Harriet Tubman got married in 1844 to a free man named John Tubman and immediately after marriage changed her first name from Araminta to Harriet, perhaps to honor her mother. In 1849, she fell very sick and was not very useful as a slave so her master tried to sell her off. She prayed to God to change him or kill him. A few days later he died, making Harriet feel guilty for her prayers. After the death of her master, to avoid being sold again, Harriet escaped from slavery alongside her brothers Ben and Henry on the 17th of September, 1849.
Why Is She on the 20 Dollar Bill?
After her escape from slavery, Harriet Tubman also helped free about 70 other slaves. She embarked on about 13 missions and it was reported that she never lost a slave. In fact, she was nicknamed Moses because she led people to their freedom. She is recognized as one of the earliest people who helped bring an end to slavery in America. Apart from freeing slaves, she helped John Brown, the abolitionist to recruit men for his raid and also served as a spy and armed scout for the Union Army during the American Civil War.

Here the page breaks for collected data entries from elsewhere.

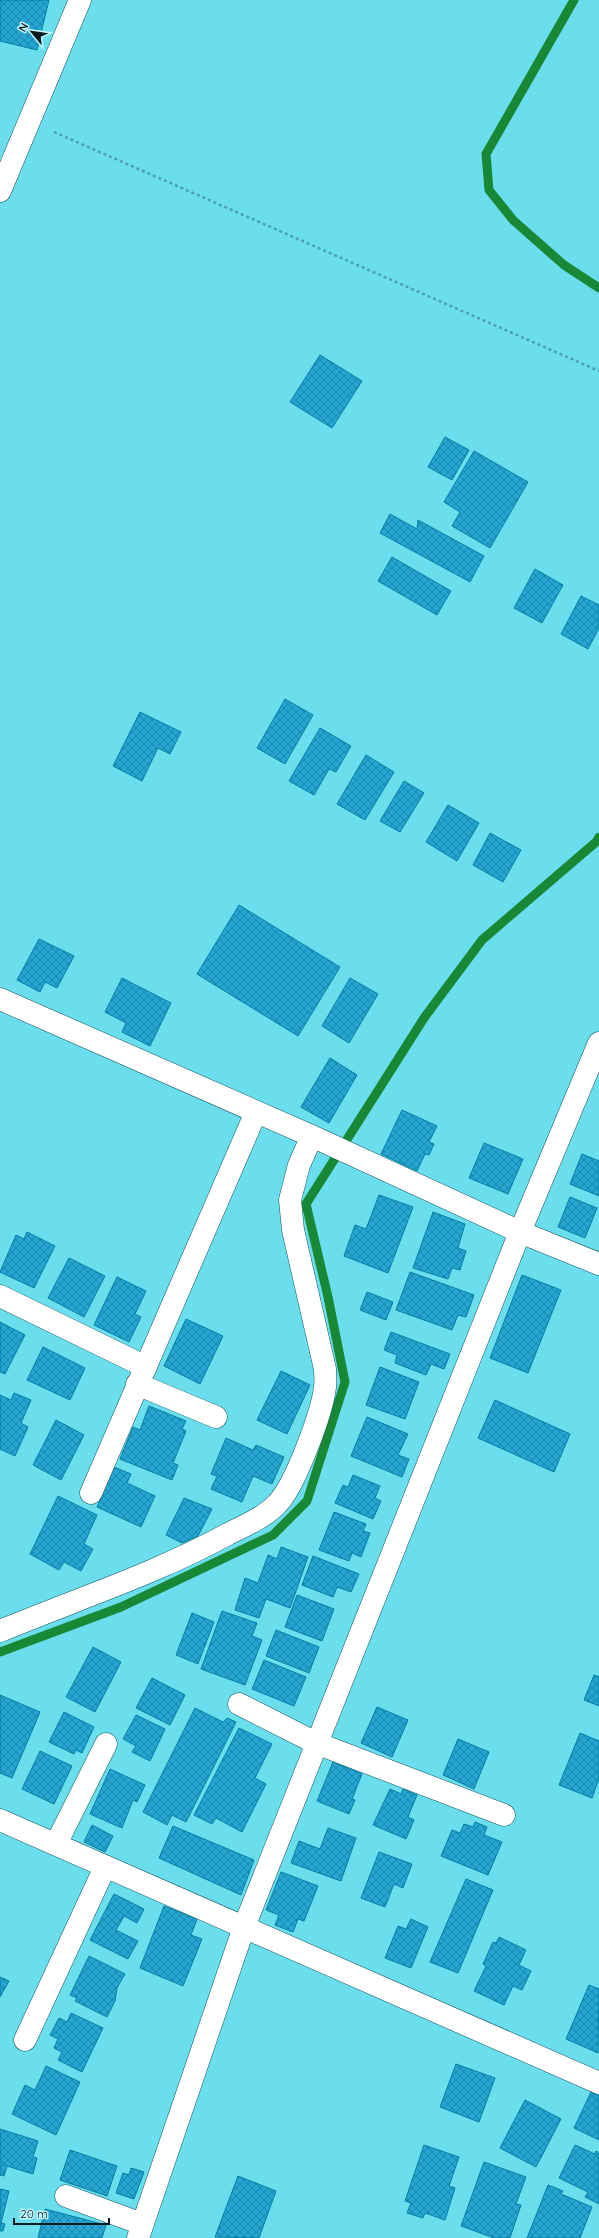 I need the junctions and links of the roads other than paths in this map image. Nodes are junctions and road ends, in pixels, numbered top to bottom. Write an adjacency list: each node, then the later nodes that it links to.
1 (80, 0): 2 (street)
2 (0, 191)
3 (2, 1006): 5 (street)
4 (599, 1043): 7 (street)
5 (256, 1112): 6 (street); 10 (street)
6 (317, 1138): 7 (street); 13 (street)
7 (520, 1232): 8 (street); 15 (street)
8 (599, 1264)
9 (0, 1296): 10 (street)
10 (141, 1375): 11 (street); 12 (street)
11 (216, 1417)
12 (91, 1493)
13 (0, 1631)
14 (239, 1704): 15 (street)
15 (316, 1743): 17 (street); 21 (street)
16 (106, 1744): 19 (street)
17 (504, 1815)
18 (0, 1820): 19 (street)
19 (56, 1844): 20 (street)
20 (105, 1867): 21 (street); 22 (street)
21 (244, 1927): 23 (street); 25 (street)
22 (25, 2040)
23 (599, 2083)
24 (66, 2196): 25 (street)
25 (140, 2231) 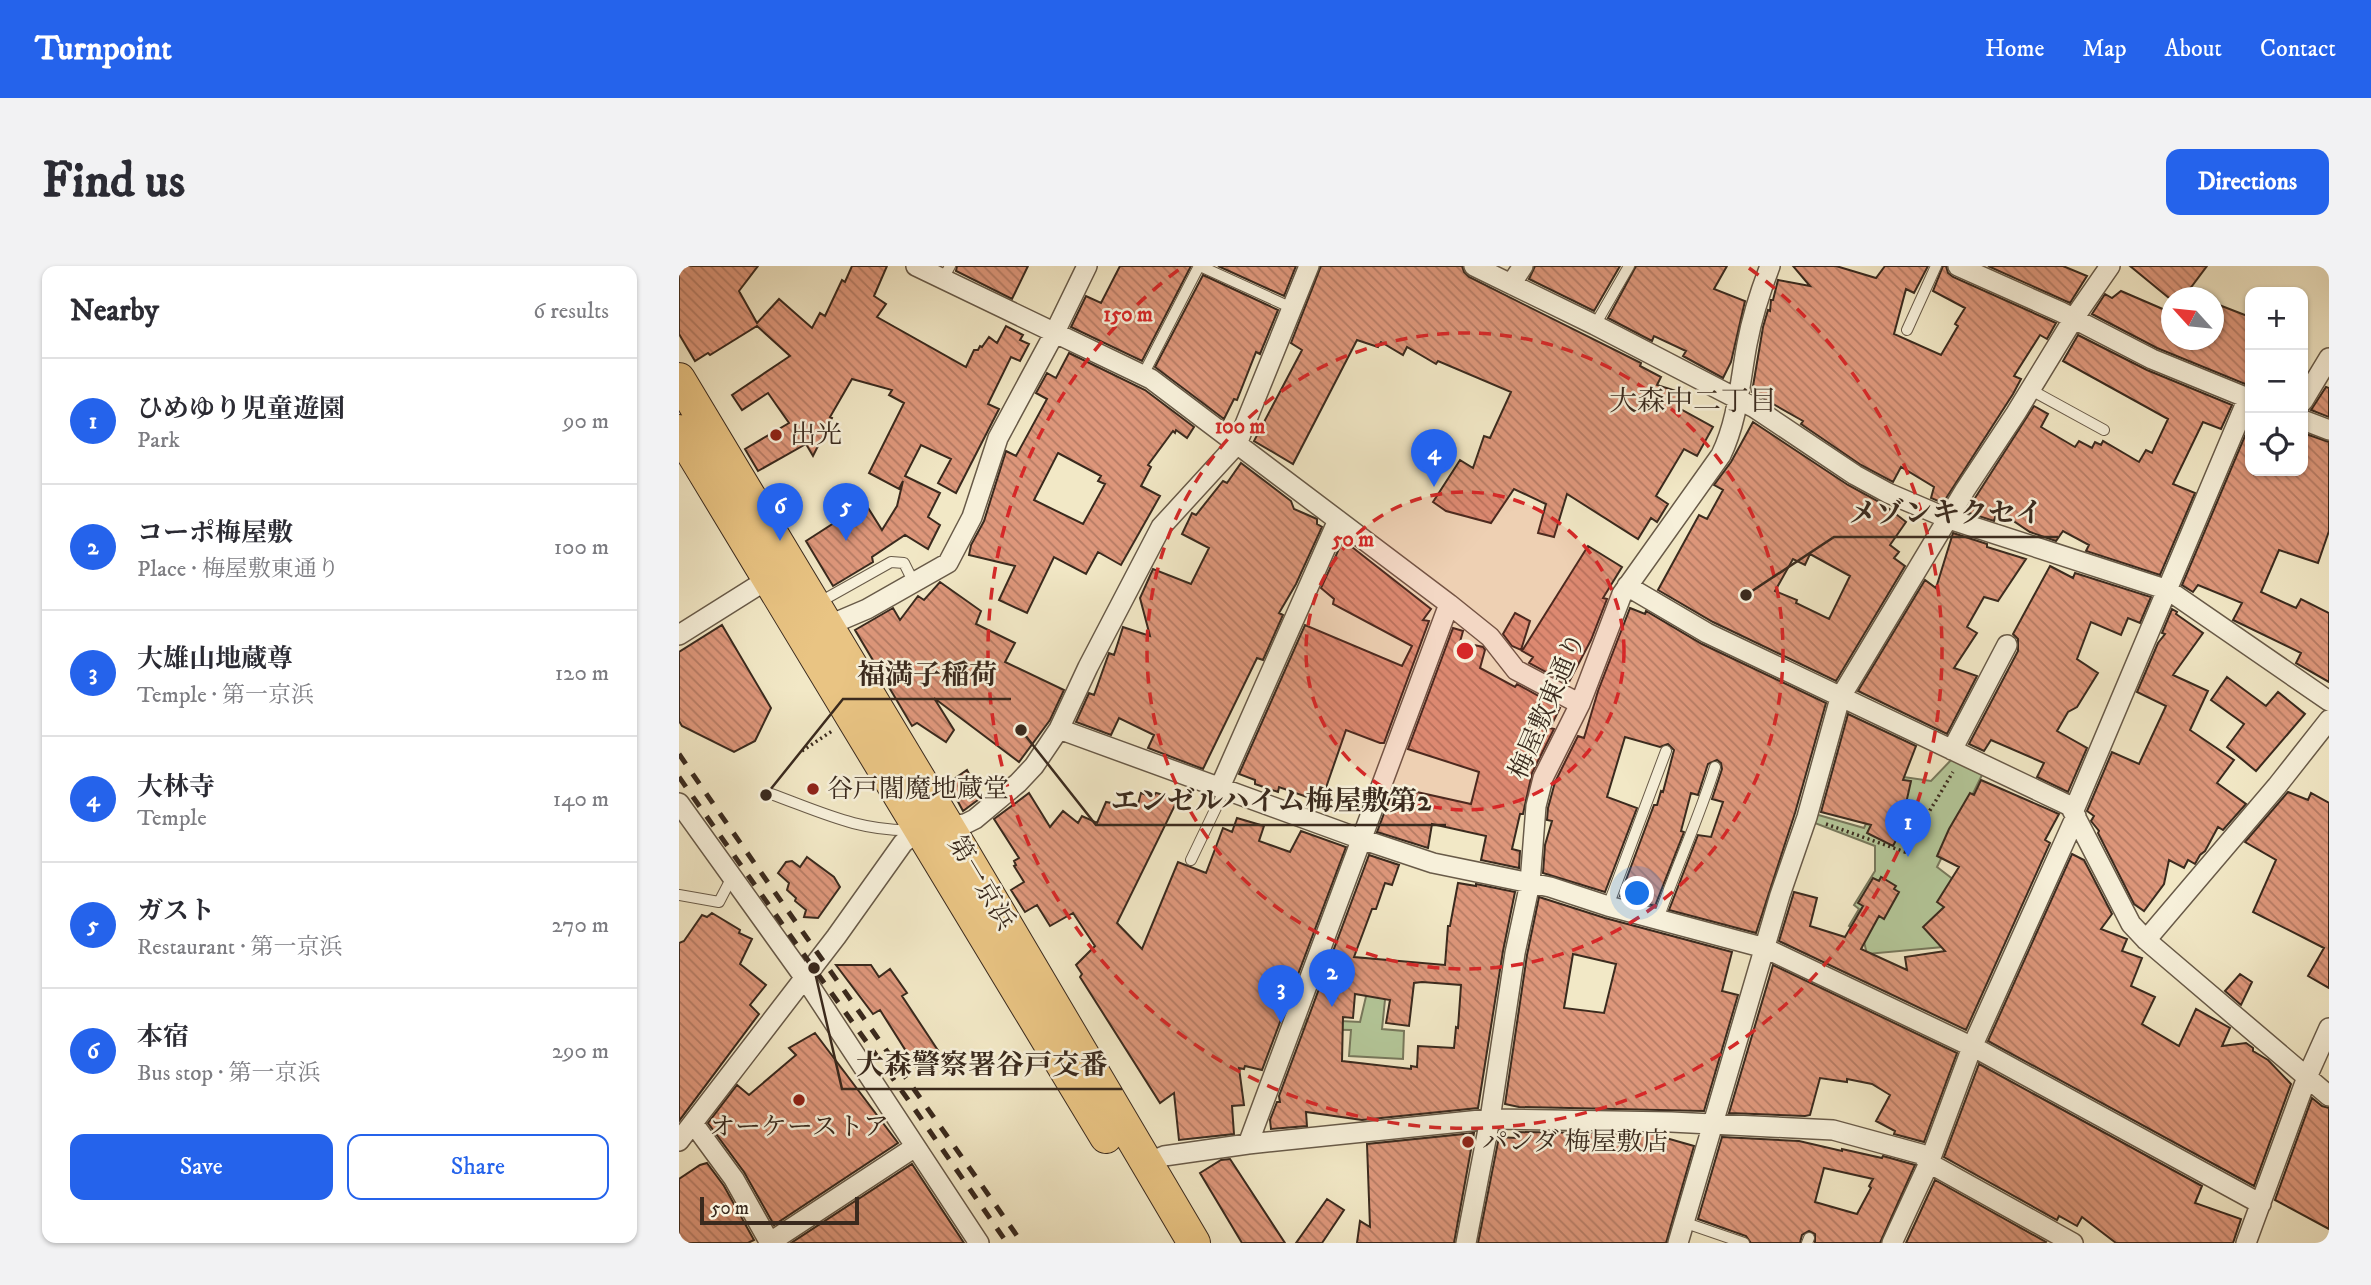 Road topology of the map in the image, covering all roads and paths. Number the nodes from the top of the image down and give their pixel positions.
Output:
1 (916, 266) edge
2 (1087, 266) edge
3 (1199, 266) edge
4 (1309, 266) edge
5 (1474, 266) edge
6 (1523, 266) edge
7 (1629, 266) edge
8 (1770, 266) edge
9 (1936, 266) edge
10 (1958, 266) edge
11 (2110, 266) edge
12 (947, 273) edge
13 (1511, 284) junction
14 (1292, 308) junction
15 (2074, 318) junction
16 (1595, 325) junction
17 (1907, 330) dead end
18 (1054, 334) junction
19 (2329, 358) edge
20 (1143, 375) junction
21 (679, 379) edge
22 (2031, 390) junction
23 (2308, 393) edge
24 (2245, 396) edge
25 (1738, 399) junction
26 (2245, 407) edge
27 (2308, 421) edge
28 (2104, 430) dead end
29 (2329, 430) edge
30 (679, 431) edge
31 (1237, 444) junction
32 (1949, 519) junction
33 (1338, 520) junction
34 (768, 579) junction
35 (914, 583) junction
36 (1627, 586) junction
37 (2168, 590) junction
38 (1449, 604) junction
39 (821, 615) junction
40 (679, 635) edge
41 (2007, 645) dead end
42 (1840, 698) junction
43 (2329, 701) edge
44 (1580, 704) junction
45 (2329, 720) edge
46 (836, 729) dead end
47 (1059, 729) junction
48 (802, 751) dead end
49 (1666, 751) dead end
50 (1957, 753) junction
51 (1716, 766) dead end
52 (1222, 788) junction
53 (771, 794) dead end
54 (679, 803) edge
55 (2075, 813) junction
56 (1807, 817) junction
57 (934, 829) junction
58 (1361, 839) junction
59 (1191, 860) dead end
60 (731, 877) junction
61 (1530, 883) junction
62 (679, 895) edge
63 (1608, 906) junction
64 (1658, 919) junction
65 (2146, 940) junction
66 (1765, 948) junction
67 (804, 977) junction
68 (2329, 1028) edge
69 (1972, 1047) junction
70 (2307, 1077) junction
71 (2329, 1096) edge
72 (1490, 1119) junction
73 (693, 1123) junction
74 (1712, 1123) junction
75 (679, 1141) edge
76 (1248, 1144) junction
77 (915, 1147) junction
78 (1146, 1163) junction
79 (1929, 1163) junction
80 (2261, 1204) junction
81 (1683, 1222) junction
82 (770, 1243) edge
83 (979, 1243) edge
84 (1170, 1243) edge
85 (1195, 1243) edge
86 (1466, 1243) edge
87 (1678, 1243) edge
88 (1744, 1243) edge
89 (1892, 1243) edge
90 (2073, 1243) edge
91 (2246, 1243) edge

1 - 12 street
2 - 18 street
3 - 14 lane
3 - 20 lane
4 - 14 street
5 - 13 street
6 - 13 street
7 - 16 lane
8 - 25 street, 梅屋敷東通り
9 - 17 lane
10 - 15 street
11 - 15 street
12 - 18 street
13 - 16 street
14 - 31 street
15 - 22 street
15 - 24 street
16 - 25 street
18 - 20 street
18 - 35 street
19 - 23 street
20 - 31 street
21 - 39 highway, 第一京浜
22 - 28 lane
22 - 32 street
25 - 32 street
25 - 36 street, 梅屋敷東通り
26 - 37 street
27 - 29 street
30 - 34 highway, 第一京浜
31 - 33 street
31 - 47 street
32 - 37 street
32 - 42 street
33 - 38 street
33 - 52 street
34 - 40 street
34 - 57 highway, 第一京浜
35 - 39 street
35 - 39 lane
36 - 42 street
36 - 44 street, 梅屋敷東通り
37 - 43 street
37 - 55 street
38 - 44 street
38 - 58 street
39 - 57 highway, 第一京浜
41 - 50 street
42 - 50 street
42 - 56 street
44 - 61 street, 梅屋敷東通り
45 - 65 street
46 - 48 path
47 - 52 street
47 - 57 street
49 - 63 lane
50 - 55 street
50 - 56 path
51 - 64 lane
52 - 58 street
52 - 59 lane
53 - 57 lane
54 - 60 street
55 - 65 street
55 - 69 street
56 - 66 street
57 - 67 street
57 - 78 highway, 第一京浜
57 - 84 highway, 第一京浜
58 - 61 street
58 - 76 street
60 - 62 lane
60 - 67 street
61 - 63 street
61 - 72 street, 梅屋敷東通り
63 - 64 street
64 - 66 street
65 - 70 street
66 - 69 street
66 - 74 street
67 - 73 street
67 - 77 street
68 - 70 street
69 - 79 street
69 - 80 street
70 - 71 street
70 - 80 street
72 - 74 street
72 - 76 street
72 - 86 street, 梅屋敷東通り
73 - 75 street
73 - 82 street
74 - 79 street
74 - 81 street
76 - 78 street
77 - 82 street
77 - 83 street
78 - 85 highway, 第一京浜
79 - 89 street
79 - 90 street
80 - 91 street
81 - 87 street
81 - 88 lane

She also helped fight for the right of women to vote in America.
After the 2016 announcement to include Harriet Tubman on the 20-dollar bill along with President Andrew Jackson, Jack Lew had ordered for the redesign of the bill and intended that it would be circulated sometime in 2020. However, the 2017 US Treasury Secretary, Steven Mnuchin had said that although it was something to consider, he would not commit to it as there were more pressing issues to attend to.